Necesitamos la literatura para ser dioses, diablos, asesinos, víctimas o náufragos. Para ver como William Blake, "un mundo en un grano de arena". Sentarse cerca del Ángel Caído- "a menudo el Infierno he deseado, por que me aliviara del cielo"- y disponerse a leer sus poemas, por ejemplo la "instrucción espartana: "Acércate, hijo mío, y cuéntame lo que allá ves: Veo a un tonto enredado en un trampa religiosa". Y quizá seguir con la "respuesta al cura: "¿Por qué no aprendes paz de las ovejas?: Porque no deseo que usted me esquile". Un placer santificar el domingo con lecturas tan purificadoras de las fatales influencias de los traficantes de rebaños.
Lecturas que nos llevan a mundos extinguidos. Al rescatado universo de "Bearn" esa sala de muñecas qué Llorenc Villalonga- entonces Lorenzo, refinado burgués aristocrático, colaboracionista con el fascismo, afrancesado y cobarde- supo contar como nadie. Unas vidas de nobles ensoñaciones, con adulterios, asesinatos y rosacruces.
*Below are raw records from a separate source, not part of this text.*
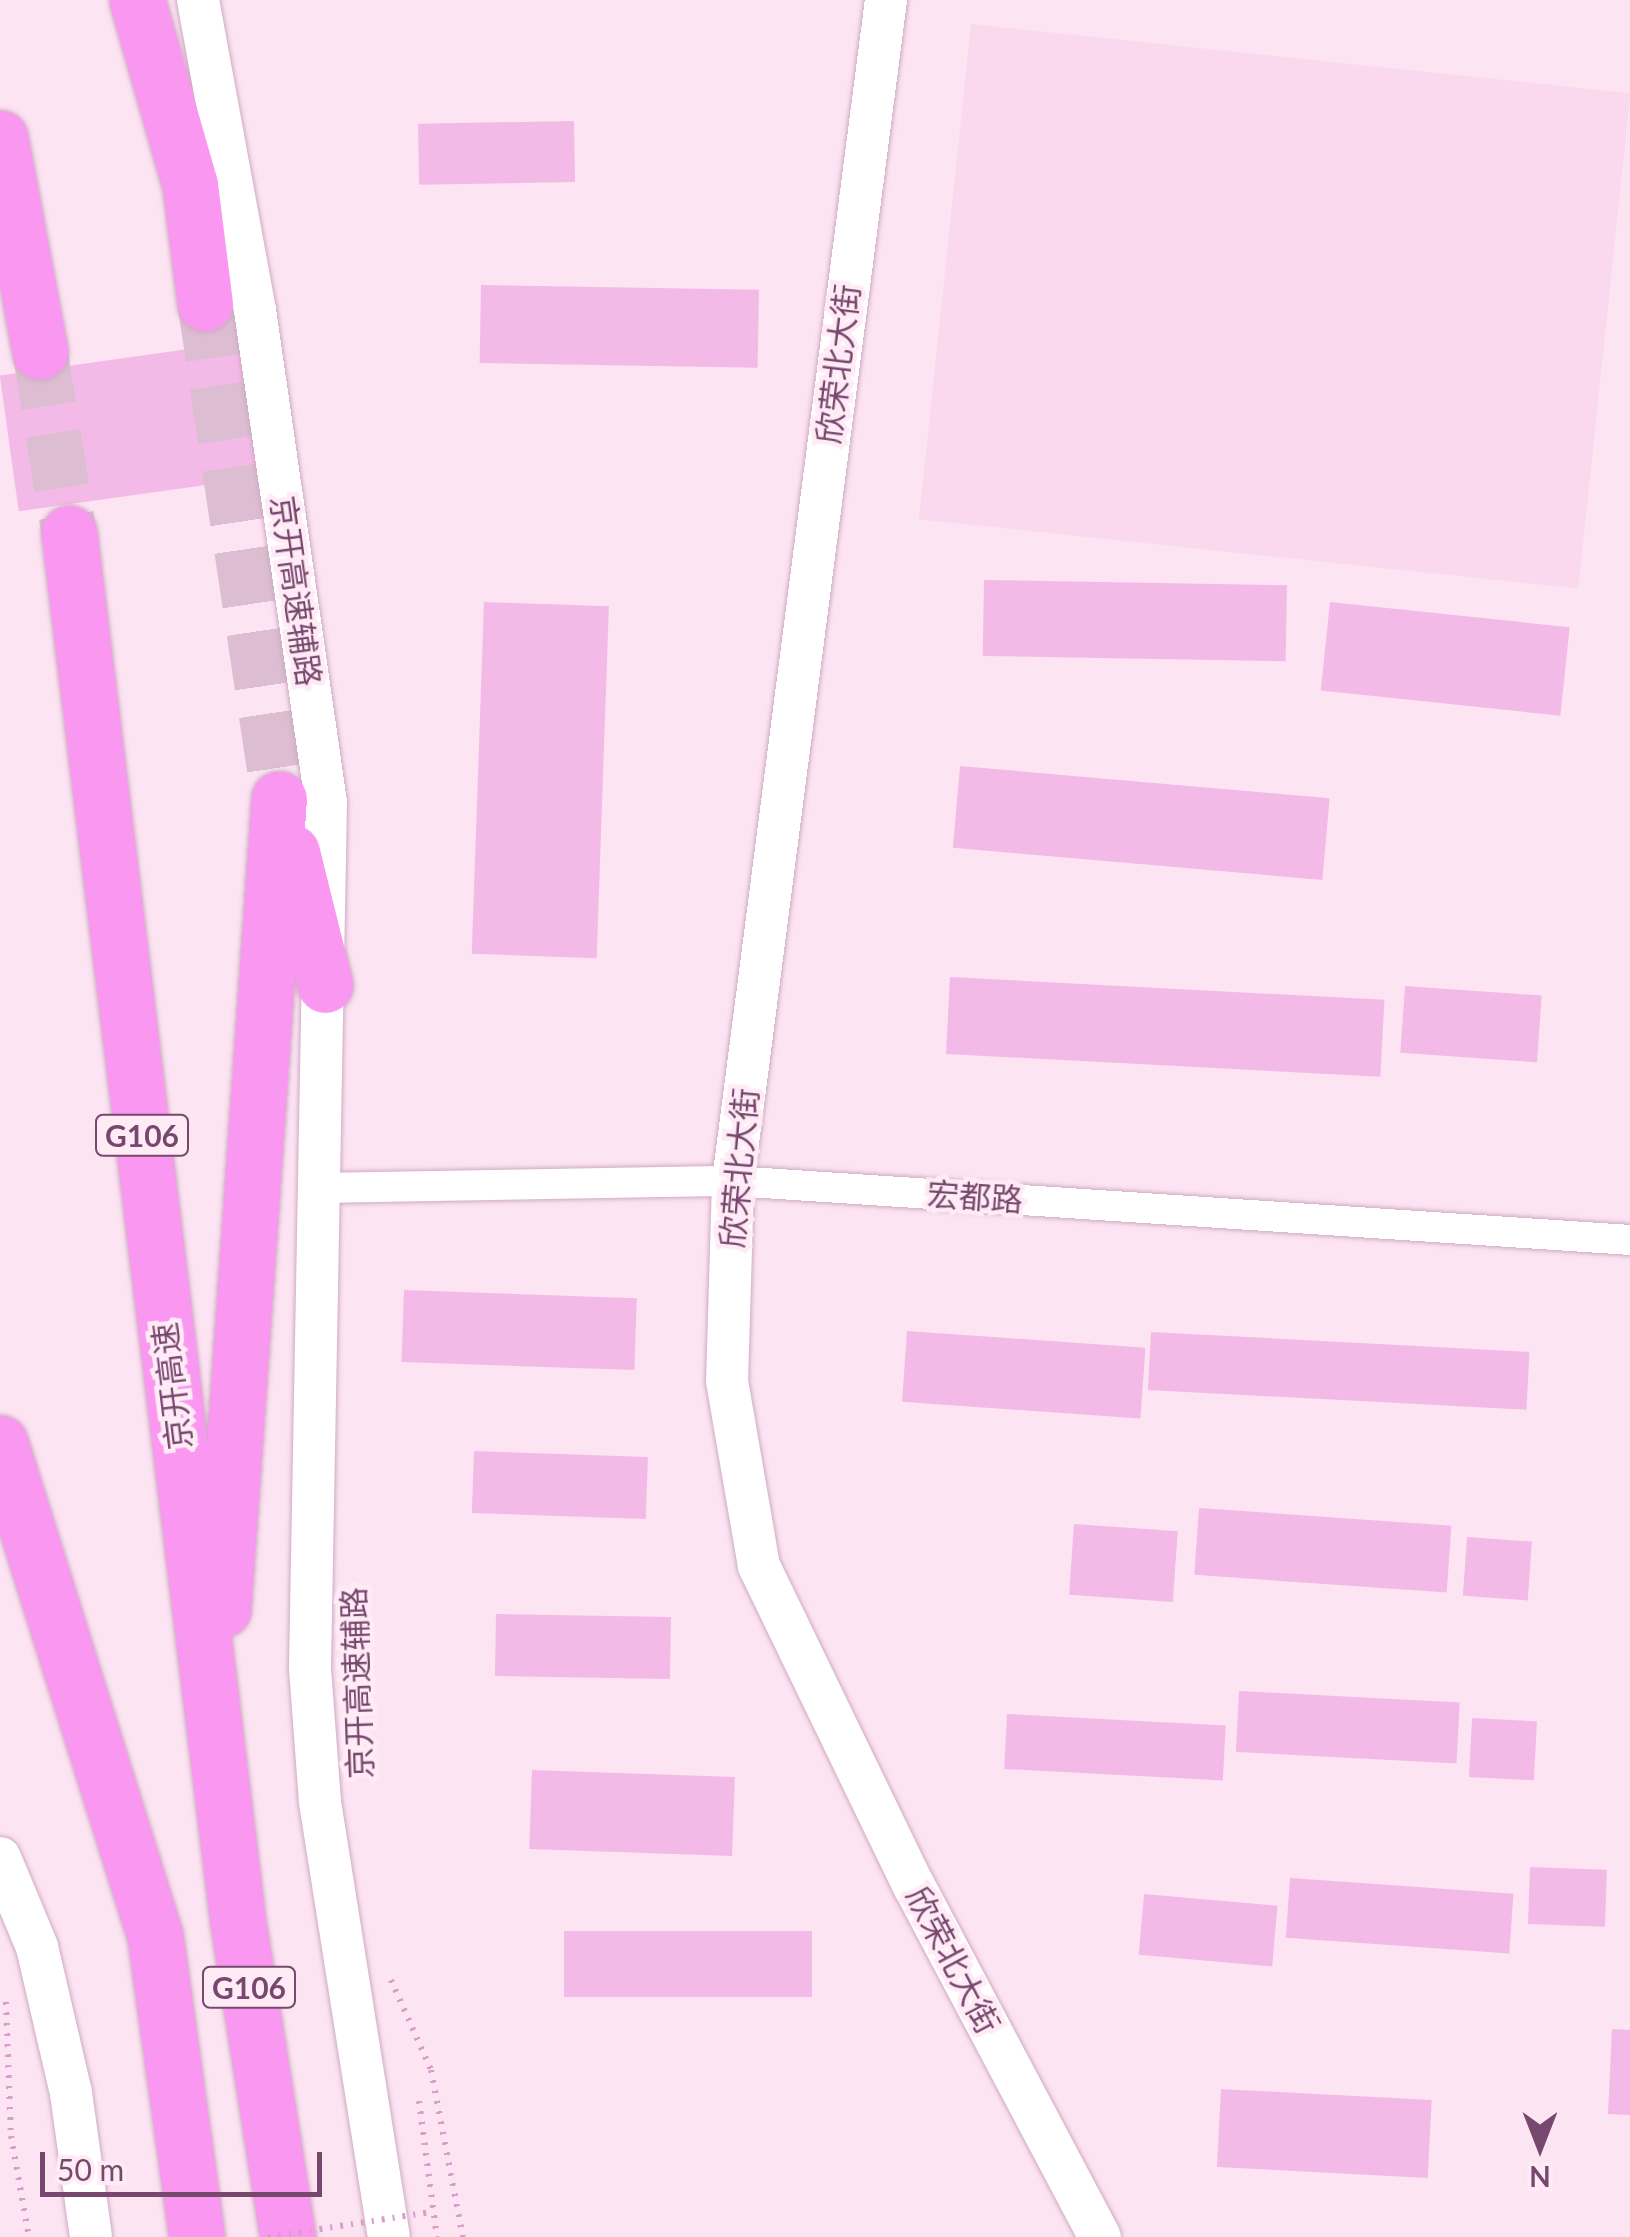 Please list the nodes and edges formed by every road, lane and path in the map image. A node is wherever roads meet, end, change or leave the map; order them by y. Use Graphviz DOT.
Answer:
graph roads {
  1 [pos="137,0"];
  2 [pos="198,0"];
  3 [pos="887,8"];
  4 [pos="0,138"];
  5 [pos="205,303"];
  6 [pos="40,351"];
  7 [pos="68,533"];
  8 [pos="324,985"];
  9 [pos="733,1181"];
  10 [pos="320,1188"];
  11 [pos="1630,1240"];
  12 [pos="0,1443"];
  13 [pos="215,1736"];
  14 [pos="0,1858"];
  15 [pos="387,1959"];
  16 [pos="6,1998"];
  17 [pos="419,2102"];
  18 [pos="432,2212"];
  19 [pos="29,2237"];
  20 [pos="91,2237"];
  21 [pos="197,2237"];
  22 [pos="268,2237"];
  23 [pos="288,2237"];
  24 [pos="388,2237"];
  25 [pos="437,2237"];
  26 [pos="464,2237"];
  27 [pos="1100,2237"];
  1 -- 5 [label="highway"];
  2 -- 8 [label="main road, 京开高速辅路"];
  3 -- 9 [label="main road, 欣荣北大街"];
  4 -- 6 [label="highway"];
  7 -- 13 [label="highway, 京开高速 / G106"];
  8 -- 10 [label="main road, 京开高速辅路"];
  8 -- 13 [label="highway"];
  9 -- 10 [label="street, 宏都路"];
  9 -- 11 [label="street, 宏都路"];
  9 -- 27 [label="main road, 欣荣北大街"];
  10 -- 24 [label="main road, 京开高速辅路"];
  12 -- 21 [label="highway, G106"];
  13 -- 23 [label="highway, 京开高速 / G106"];
  14 -- 20 [label="main road"];
  15 -- 26 [label="path"];
  16 -- 19 [label="path"];
  17 -- 18 [label="path"];
  18 -- 22 [label="path, bridge"];
  18 -- 25 [label="path"];
} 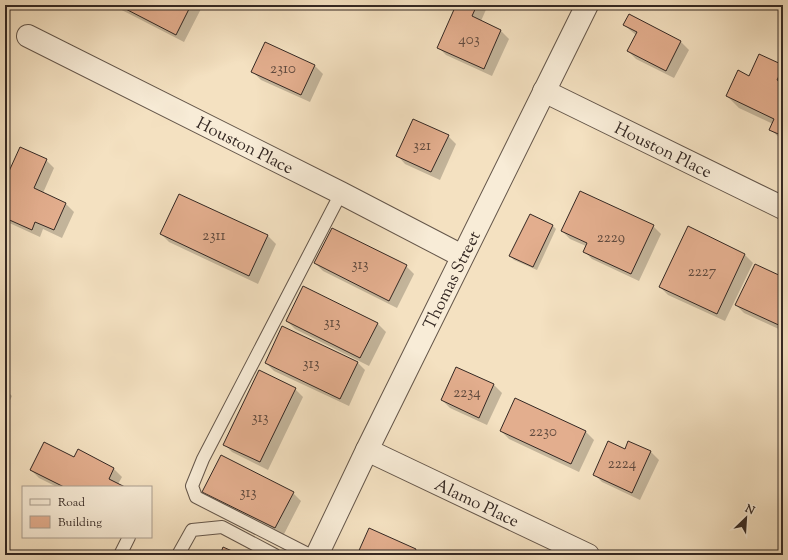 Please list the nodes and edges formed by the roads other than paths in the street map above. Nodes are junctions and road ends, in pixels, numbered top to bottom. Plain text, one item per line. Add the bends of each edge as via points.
1 (587, 5) edge
2 (28, 36) dead end
3 (544, 91) junction
4 (341, 193) junction
5 (783, 208) edge
6 (462, 256) junction
7 (367, 450) junction
8 (128, 538) edge
9 (120, 555) edge
10 (178, 555) edge
11 (275, 555) edge
12 (310, 555) edge
13 (317, 555) edge
14 (588, 555) edge

1 - 3 street, Thomas Street
2 - 4 street, Houston Place
3 - 5 street, Houston Place
3 - 6 street, Thomas Street
4 - 6 street, Houston Place
4 - 12 lane via 203,459 192,486 196,497
6 - 7 street, Thomas Street
7 - 13 street, Thomas Street
7 - 14 street, Alamo Place
8 - 9 lane
10 - 11 lane via 192,530 222,527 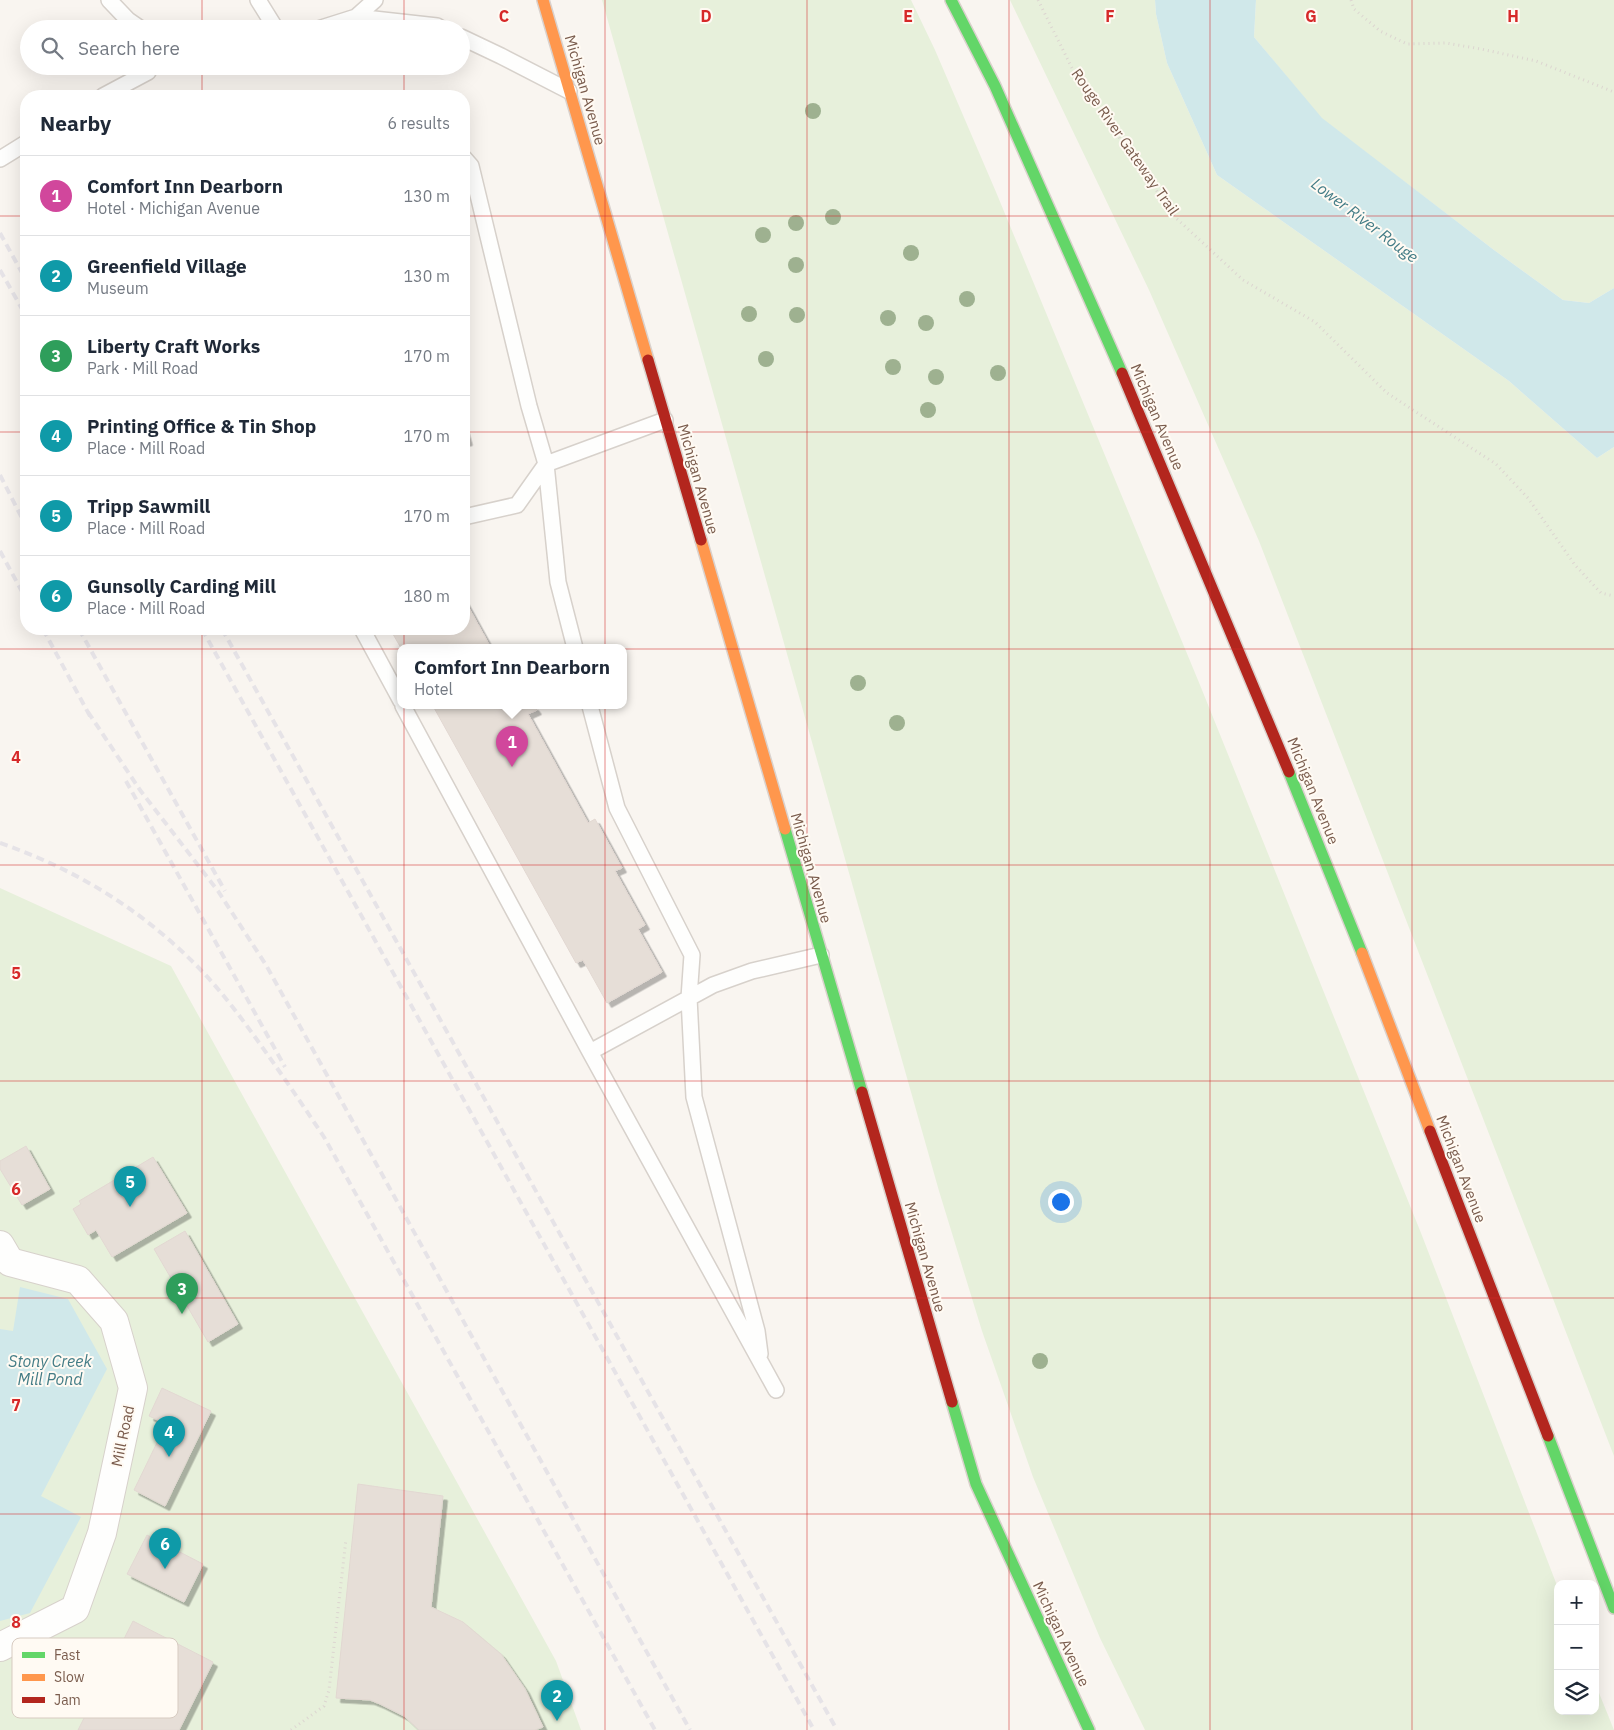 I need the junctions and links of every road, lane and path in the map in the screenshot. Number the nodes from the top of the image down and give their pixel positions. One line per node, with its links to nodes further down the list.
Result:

Decadentes y elegantes seres de un final de raza que no quería perder sus privilegios. Y al lado de "Bearn", las diabólicas noches y días de la guerra en isla tan refinada, tan plácida pero que en los primeros días sangrientos fue capaz de aliarse con el mismo Diablo para matar en nombre de Dios. Tiempos terribles que cuenta Dalmau en forma de novela dónde aparecen con nombre y apellidos historias que algunos pretenden olvidar para seguir viviendo a la sombra, entre gatos y curas. No leer ni al católico Bernanos que ya lo escribió en "Los cementerios bajo la luna".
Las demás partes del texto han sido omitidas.